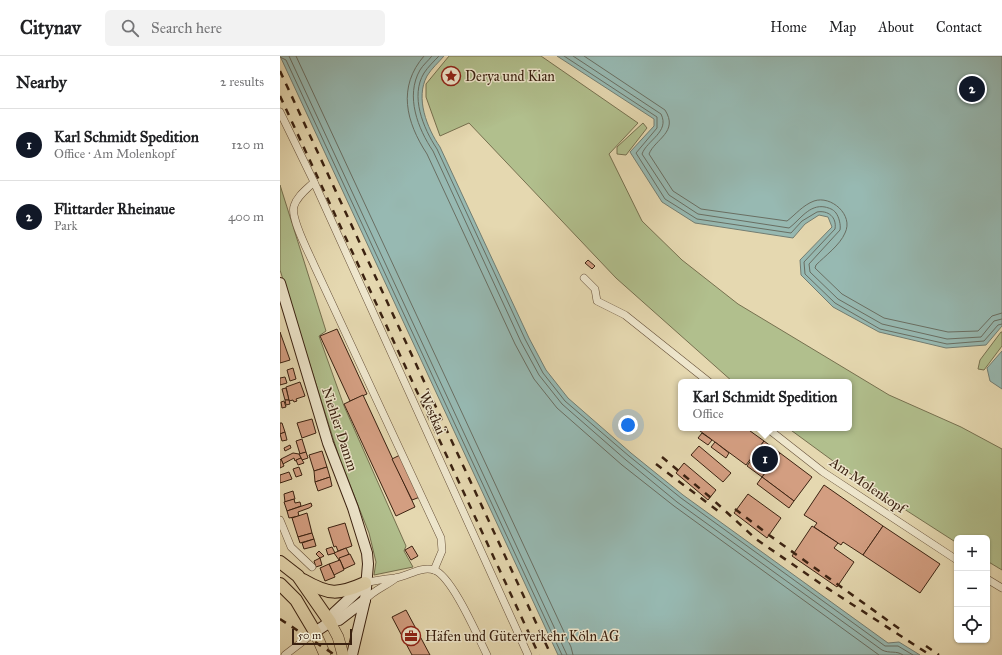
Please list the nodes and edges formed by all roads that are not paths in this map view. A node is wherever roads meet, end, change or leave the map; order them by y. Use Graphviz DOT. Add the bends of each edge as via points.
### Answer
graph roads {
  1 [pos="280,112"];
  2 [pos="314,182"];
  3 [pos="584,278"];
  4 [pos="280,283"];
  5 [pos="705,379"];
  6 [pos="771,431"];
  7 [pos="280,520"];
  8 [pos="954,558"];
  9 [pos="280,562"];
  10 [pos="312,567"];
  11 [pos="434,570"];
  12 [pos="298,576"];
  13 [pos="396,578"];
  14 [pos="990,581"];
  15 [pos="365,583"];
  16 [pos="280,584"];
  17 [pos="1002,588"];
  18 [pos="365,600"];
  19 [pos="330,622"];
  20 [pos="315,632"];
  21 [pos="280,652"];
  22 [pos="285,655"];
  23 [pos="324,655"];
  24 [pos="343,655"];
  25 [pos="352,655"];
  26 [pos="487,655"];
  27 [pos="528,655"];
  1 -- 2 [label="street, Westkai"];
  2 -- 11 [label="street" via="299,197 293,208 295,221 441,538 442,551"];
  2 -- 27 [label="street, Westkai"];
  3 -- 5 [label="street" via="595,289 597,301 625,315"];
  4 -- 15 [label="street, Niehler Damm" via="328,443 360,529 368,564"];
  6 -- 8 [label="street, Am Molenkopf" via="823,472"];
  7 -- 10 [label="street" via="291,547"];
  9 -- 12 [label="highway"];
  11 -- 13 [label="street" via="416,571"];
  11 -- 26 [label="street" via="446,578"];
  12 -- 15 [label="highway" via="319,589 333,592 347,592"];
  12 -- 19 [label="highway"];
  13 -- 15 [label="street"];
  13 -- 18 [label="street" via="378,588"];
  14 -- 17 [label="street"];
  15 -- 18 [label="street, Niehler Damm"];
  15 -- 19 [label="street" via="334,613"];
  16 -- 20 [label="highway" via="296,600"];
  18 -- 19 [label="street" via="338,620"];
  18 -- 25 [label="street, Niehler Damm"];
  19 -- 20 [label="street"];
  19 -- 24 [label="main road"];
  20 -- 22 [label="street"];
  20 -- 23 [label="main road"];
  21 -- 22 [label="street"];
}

────

## [EXERCISE DESCRIPTION]
The output must match the records word for word, except that no pictures appear.

## [SOLUTION TO THE EXERCISE]
Please list the nodes and edges formed by all roads that are not paths in this map view. A node is wherever roads meet, end, change or leave the map; order them by y. Use Graphviz DOT. Add the bends of each edge as via points.
### Answer
graph roads {
  1 [pos="280,112"];
  2 [pos="314,182"];
  3 [pos="584,278"];
  4 [pos="280,283"];
  5 [pos="705,379"];
  6 [pos="771,431"];
  7 [pos="280,520"];
  8 [pos="954,558"];
  9 [pos="280,562"];
  10 [pos="312,567"];
  11 [pos="434,570"];
  12 [pos="298,576"];
  13 [pos="396,578"];
  14 [pos="990,581"];
  15 [pos="365,583"];
  16 [pos="280,584"];
  17 [pos="1002,588"];
  18 [pos="365,600"];
  19 [pos="330,622"];
  20 [pos="315,632"];
  21 [pos="280,652"];
  22 [pos="285,655"];
  23 [pos="324,655"];
  24 [pos="343,655"];
  25 [pos="352,655"];
  26 [pos="487,655"];
  27 [pos="528,655"];
  1 -- 2 [label="street, Westkai"];
  2 -- 11 [label="street" via="299,197 293,208 295,221 441,538 442,551"];
  2 -- 27 [label="street, Westkai"];
  3 -- 5 [label="street" via="595,289 597,301 625,315"];
  4 -- 15 [label="street, Niehler Damm" via="328,443 360,529 368,564"];
  6 -- 8 [label="street, Am Molenkopf" via="823,472"];
  7 -- 10 [label="street" via="291,547"];
  9 -- 12 [label="highway"];
  11 -- 13 [label="street" via="416,571"];
  11 -- 26 [label="street" via="446,578"];
  12 -- 15 [label="highway" via="319,589 333,592 347,592"];
  12 -- 19 [label="highway"];
  13 -- 15 [label="street"];
  13 -- 18 [label="street" via="378,588"];
  14 -- 17 [label="street"];
  15 -- 18 [label="street, Niehler Damm"];
  15 -- 19 [label="street" via="334,613"];
  16 -- 20 [label="highway" via="296,600"];
  18 -- 19 [label="street" via="338,620"];
  18 -- 25 [label="street, Niehler Damm"];
  19 -- 20 [label="street"];
  19 -- 24 [label="main road"];
  20 -- 22 [label="street"];
  20 -- 23 [label="main road"];
  21 -- 22 [label="street"];
}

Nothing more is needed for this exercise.